The lavish opening scene of wealthy Italians at play resurrects the lush hedonism of Paolo Sorrentino’s La Grande Bellezza, but Stefano Sollima (who also directed the Italian television series Gomorrah) quickly slides into a more vicious pool of risk and threat just below Rome’s shiny surfaces.
The Suburra of the title was an area of ancient Rome known for its red-light district, where high society met low life – and vice versa. Arrogantly straddling those two worlds in modern times is Filippo Malgradi (Pierfrancesco Favino), an Italian MP involved in a lucrative scheme to turn the Ostia seaside neighbourhood of Rome into a new Las Vegas.

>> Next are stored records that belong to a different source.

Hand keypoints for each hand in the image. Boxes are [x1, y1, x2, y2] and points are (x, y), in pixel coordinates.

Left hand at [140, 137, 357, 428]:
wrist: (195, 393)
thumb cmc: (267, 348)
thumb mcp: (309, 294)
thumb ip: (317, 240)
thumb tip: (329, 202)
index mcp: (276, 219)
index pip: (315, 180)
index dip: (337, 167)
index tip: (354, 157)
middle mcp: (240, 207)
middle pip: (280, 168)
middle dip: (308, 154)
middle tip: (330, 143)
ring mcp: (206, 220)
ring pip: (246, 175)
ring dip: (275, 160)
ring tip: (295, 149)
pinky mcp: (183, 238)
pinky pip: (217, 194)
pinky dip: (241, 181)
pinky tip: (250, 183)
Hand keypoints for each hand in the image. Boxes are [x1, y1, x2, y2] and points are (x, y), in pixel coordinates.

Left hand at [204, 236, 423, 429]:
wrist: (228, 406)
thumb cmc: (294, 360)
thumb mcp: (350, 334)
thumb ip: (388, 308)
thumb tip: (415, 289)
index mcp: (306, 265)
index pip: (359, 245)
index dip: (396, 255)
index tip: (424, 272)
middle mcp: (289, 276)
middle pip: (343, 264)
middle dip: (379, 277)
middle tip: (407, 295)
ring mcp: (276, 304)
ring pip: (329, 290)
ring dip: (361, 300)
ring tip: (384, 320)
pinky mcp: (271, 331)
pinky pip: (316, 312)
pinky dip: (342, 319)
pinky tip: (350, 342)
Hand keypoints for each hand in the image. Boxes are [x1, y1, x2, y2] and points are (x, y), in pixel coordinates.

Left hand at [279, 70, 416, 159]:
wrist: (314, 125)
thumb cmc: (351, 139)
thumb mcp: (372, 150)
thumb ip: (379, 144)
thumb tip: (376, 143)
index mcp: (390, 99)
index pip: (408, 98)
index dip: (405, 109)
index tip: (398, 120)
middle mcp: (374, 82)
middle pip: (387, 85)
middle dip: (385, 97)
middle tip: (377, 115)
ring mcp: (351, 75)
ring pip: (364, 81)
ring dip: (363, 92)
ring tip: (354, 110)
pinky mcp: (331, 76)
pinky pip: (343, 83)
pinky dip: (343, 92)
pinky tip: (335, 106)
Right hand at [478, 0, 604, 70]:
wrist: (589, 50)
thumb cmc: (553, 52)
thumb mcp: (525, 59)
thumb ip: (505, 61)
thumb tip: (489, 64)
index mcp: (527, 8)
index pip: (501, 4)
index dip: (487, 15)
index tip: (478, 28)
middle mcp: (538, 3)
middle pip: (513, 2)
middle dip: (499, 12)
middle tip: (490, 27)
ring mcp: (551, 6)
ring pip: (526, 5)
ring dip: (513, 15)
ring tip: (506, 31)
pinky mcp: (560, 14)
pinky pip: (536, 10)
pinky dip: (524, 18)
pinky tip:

Malgradi is close to a powerful criminal named “Samurai” (Claudio Amendola), who not only represents the interests of mob bosses excited by Ostia’s possibilities but also has a key contact in the Vatican bank (the fictional action unfurls in the years prior to Pope Francis’s determined reforms). But when Malgradi’s hotel-room drugs tryst with two prostitutes – one of whom is a minor – results in a tragedy, a headstrong gypsy youth, Spadino Anacleti (Giacomo Ferrara), is called in to help cover up the evidence. What follows leads to a spiral of blackmail, bloodshed and revenge.
Sollima succeeds in the tricky technical task of seamlessly interlocking a number of stories, while the quality of the acting is compelling: each criminal character has perfected a unique style of intimidation. Favino, as Malgradi, at first wears an expression suggesting a limitless sense of entitlement, the carnal greed of a seasoned risk-taker who believes that nothing can come between him and his desires. It is only later that he realises he has opened the door to a restless darkness with the potential to invade his luxurious villa and destroy him and his small family. That darkness is most palpable in the elementally vengeful form of Manfredi Anacleti, the violent patriarch of a gypsy family seeking respect among the mainstream Mafia, played with meaty menace by Adamo Dionisi.
As the bodycount grows higher, and wild tempers outstrip even the dictates of self-interest, the landscape of Suburra begins to resemble something from Titus Andronicus. Still, the brutality is tempered by the elegance of its cinematography: Rome in a rainstorm, neon gleaming, has rarely looked so beautiful and so bad.